AVC chez l’enfant : quels sont les signes d’alerte ?
L’AVC de l’enfant est méconnu, et également rare. On dénombre entre 500 et 1.000 cas par an chez les moins 18 ans en France. Cela représente 1 % de l’ensemble des attaques. Toutefois, comme chez l’adulte, la rapidité de diagnostic est primordial pour la survie et à la réduction des séquelles.
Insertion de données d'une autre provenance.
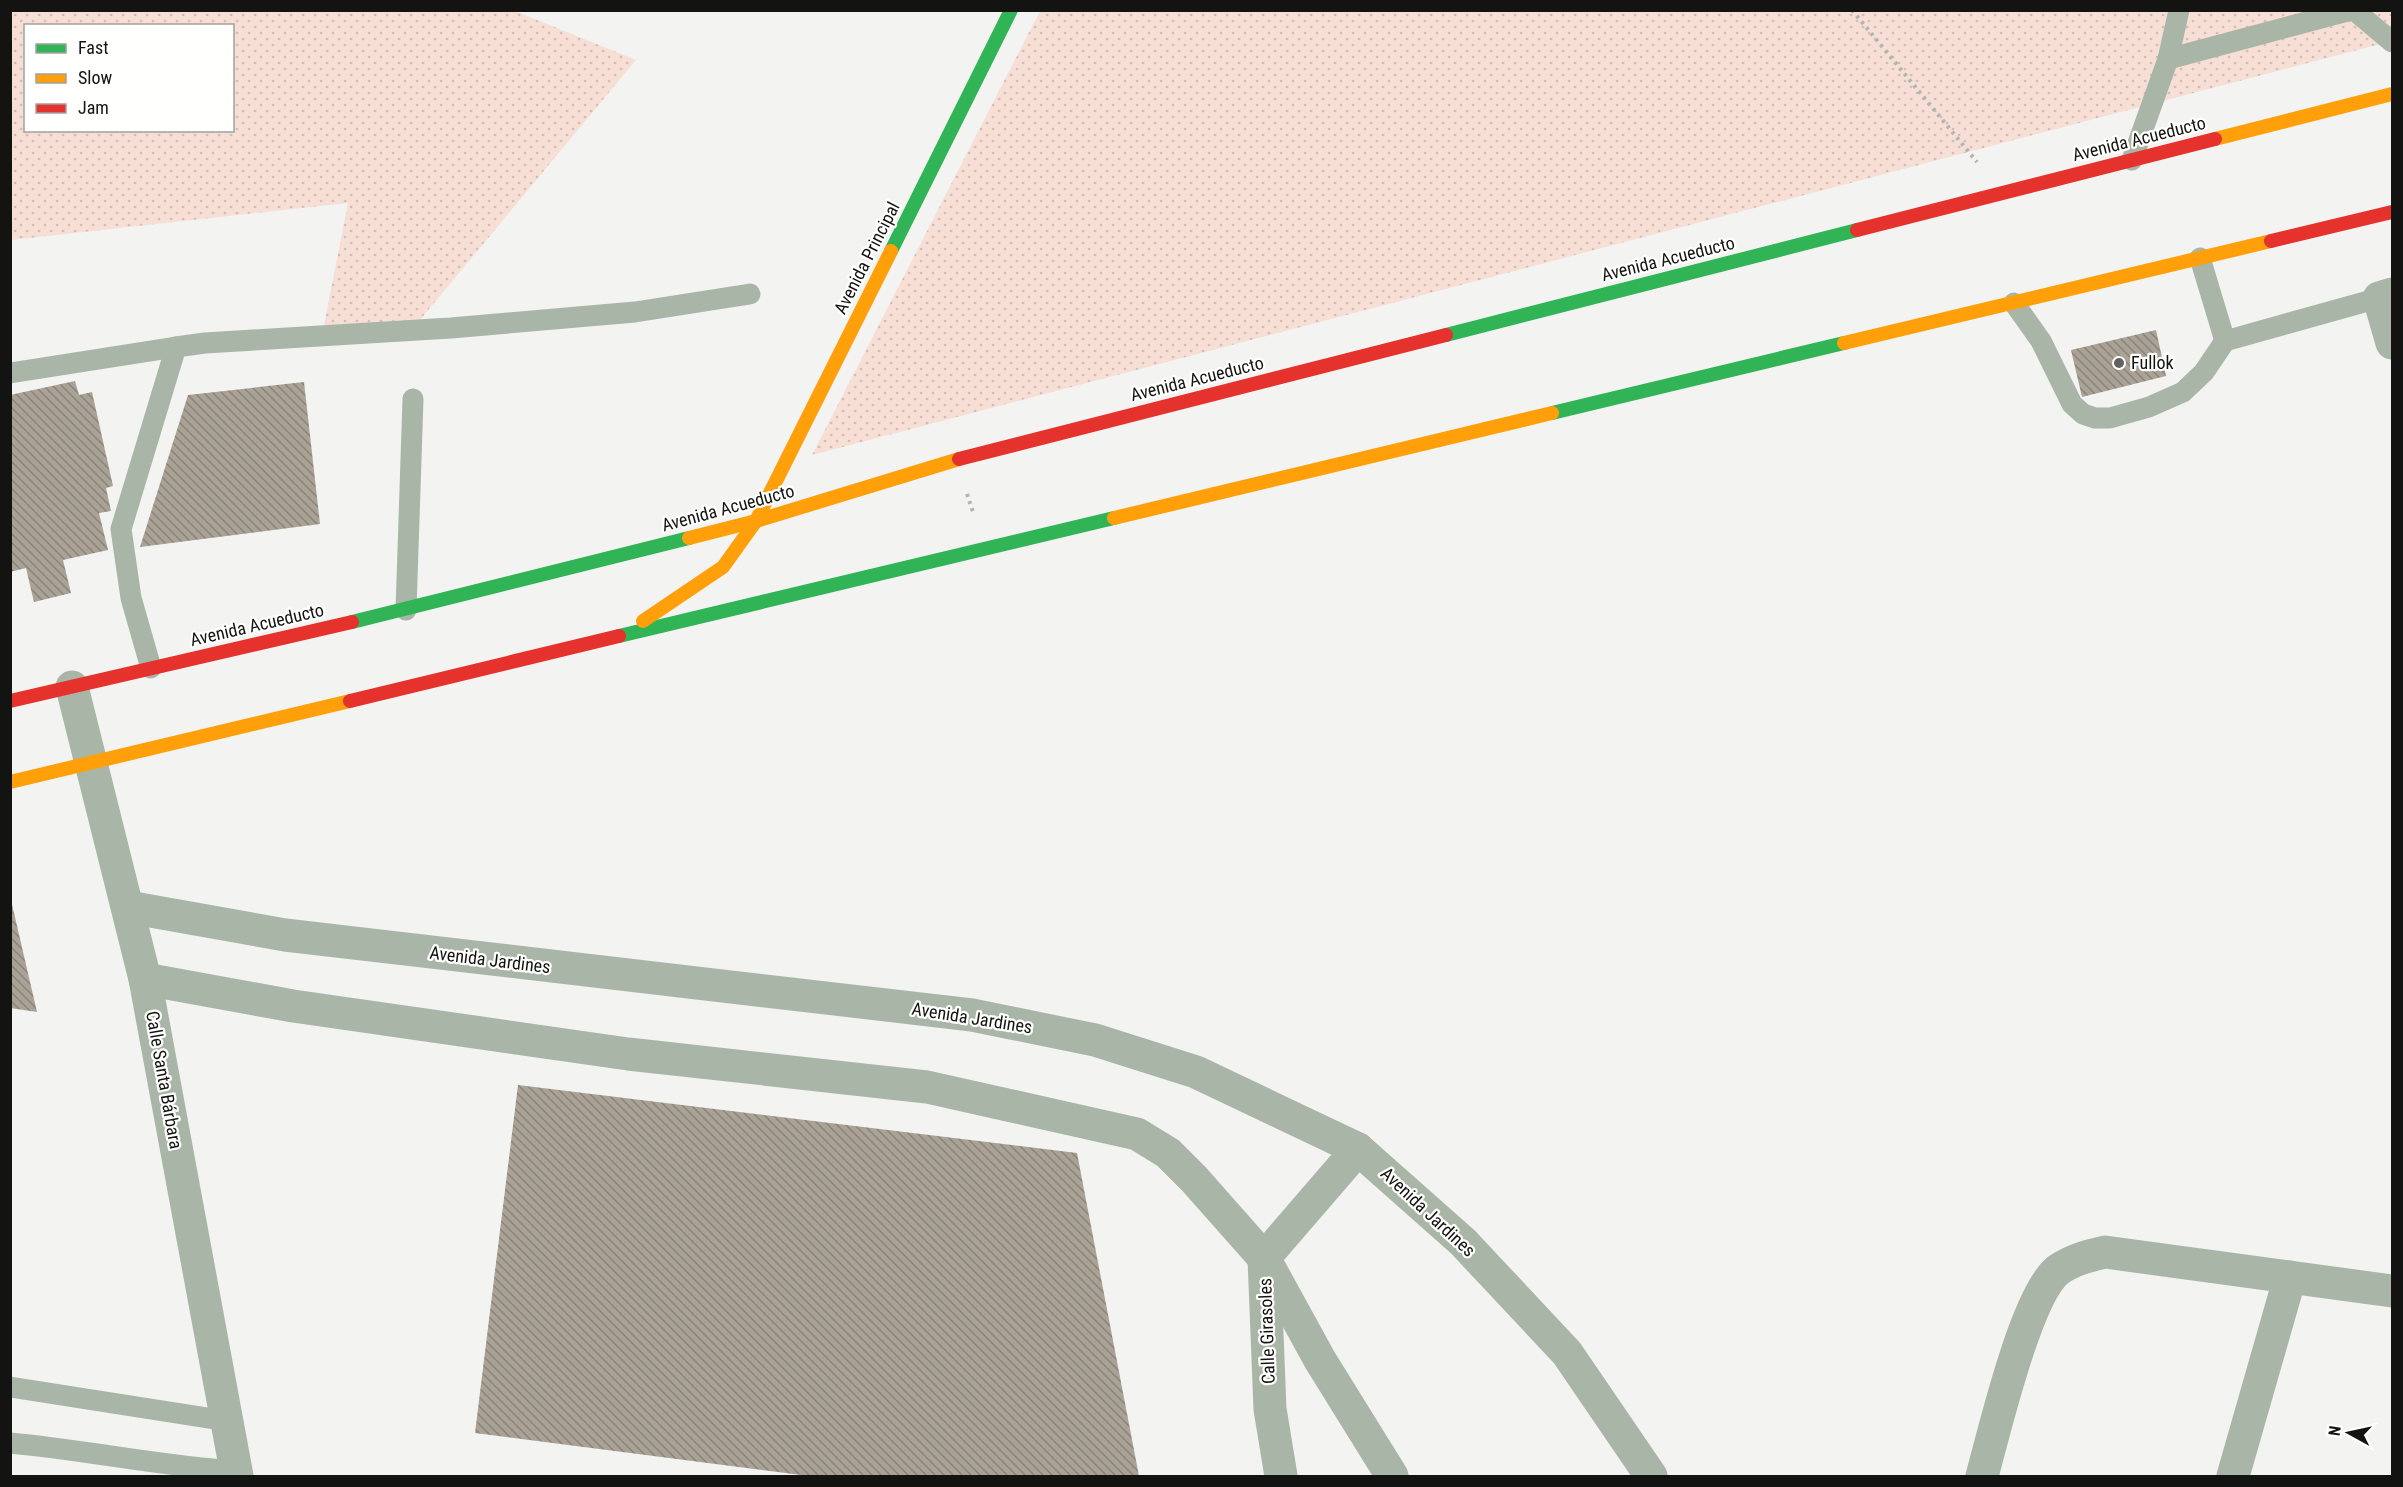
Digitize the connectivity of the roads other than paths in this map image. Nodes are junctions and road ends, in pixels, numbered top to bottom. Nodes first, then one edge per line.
1 (1011, 10) edge
2 (2179, 10) edge
3 (2353, 10) edge
4 (2392, 42) edge
5 (2168, 59) junction
6 (2392, 94) edge
7 (2132, 160) junction
8 (2392, 212) edge
9 (2200, 258) junction
10 (750, 294) dead end
11 (2386, 296) edge
12 (2014, 303) junction
13 (2225, 340) junction
14 (2392, 343) edge
15 (176, 347) junction
16 (10, 373) edge
17 (413, 399) dead end
18 (756, 521) junction
19 (406, 610) junction
20 (620, 636) junction
21 (151, 668) junction
22 (72, 687) junction
23 (10, 701) edge
24 (92, 764) junction
25 (10, 782) edge
26 (128, 907) junction
27 (145, 979) junction
28 (1359, 1149) junction
29 (1264, 1258) junction
30 (2290, 1277) junction
31 (2392, 1291) edge
32 (10, 1387) edge
33 (227, 1421) junction
34 (10, 1443) edge
35 (236, 1473) edge
36 (1281, 1476) edge
37 (1392, 1476) edge
38 (1651, 1476) edge
39 (1982, 1476) edge
40 (2233, 1476) edge

1 - 18 street, Avenida Principal
2 - 5 lane
3 - 4 lane
3 - 5 lane
5 - 7 lane
6 - 7 street, Avenida Acueducto
7 - 18 street, Avenida Acueducto
8 - 9 street
9 - 12 street
9 - 13 lane
10 - 15 lane
11 - 13 lane
11 - 14 street
12 - 13 lane
12 - 20 street
15 - 16 lane
15 - 21 lane
17 - 19 lane
18 - 19 street, Avenida Acueducto
18 - 20 street, Avenida Principal
19 - 21 street, Avenida Acueducto
20 - 24 street
21 - 22 street, Avenida Acueducto
22 - 23 street, Avenida Acueducto
22 - 24 street, Calle Santa Bárbara
24 - 25 street
24 - 26 street, Calle Santa Bárbara
26 - 27 street, Calle Santa Bárbara
26 - 28 street, Avenida Jardines
27 - 29 street
27 - 33 street, Calle Santa Bárbara
28 - 29 street, Calle Girasoles
28 - 38 street, Avenida Jardines
29 - 36 street, Calle Girasoles
29 - 37 street
30 - 31 street
30 - 39 street
30 - 40 street
32 - 33 lane
33 - 35 street, Calle Santa Bárbara
34 - 35 lane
Il est donc important d’en connaître les signes :
- une faiblesse d’un côté du corps ;
- une perte de coordination ou d'équilibre ;
- un visage asymétrique, déformation de la bouche ;
- une difficulté à parler ;
- des maux de tête intenses et soudains ;
- des troubles de la vision : par exemple une vision floue ou une perte de vision d’un oeil ;
- une somnolence inhabituelle et des difficultés à rester éveillé ;
- un étourdissement ;
- des vomissements ;
- des convulsions : très fréquentes chez les plus jeunes ;
- des difficultés à téter ou à avaler ;
- une altération de la conscience.
"Les causes les plus fréquentes sont, soit silencieuses jusqu’au moment de l’accident (malformations vasculaires), soit banales. Ainsi, le risque d'artériopathie cérébrale (principale cause d’infarctus cérébral artériel de l’enfant) est triplé au décours d’une infection respiratoire et multiplié par 17 dans les mois qui suivent une varicelle. Quant aux accidents périnataux, ils surviennent alors que la grossesse et l’accouchement ont été normaux le plus souvent", explique le Centre National de Référence de l'AVC de l’enfant. Néanmoins, 50 % des AVC chez l’enfant ont une cause inconnue.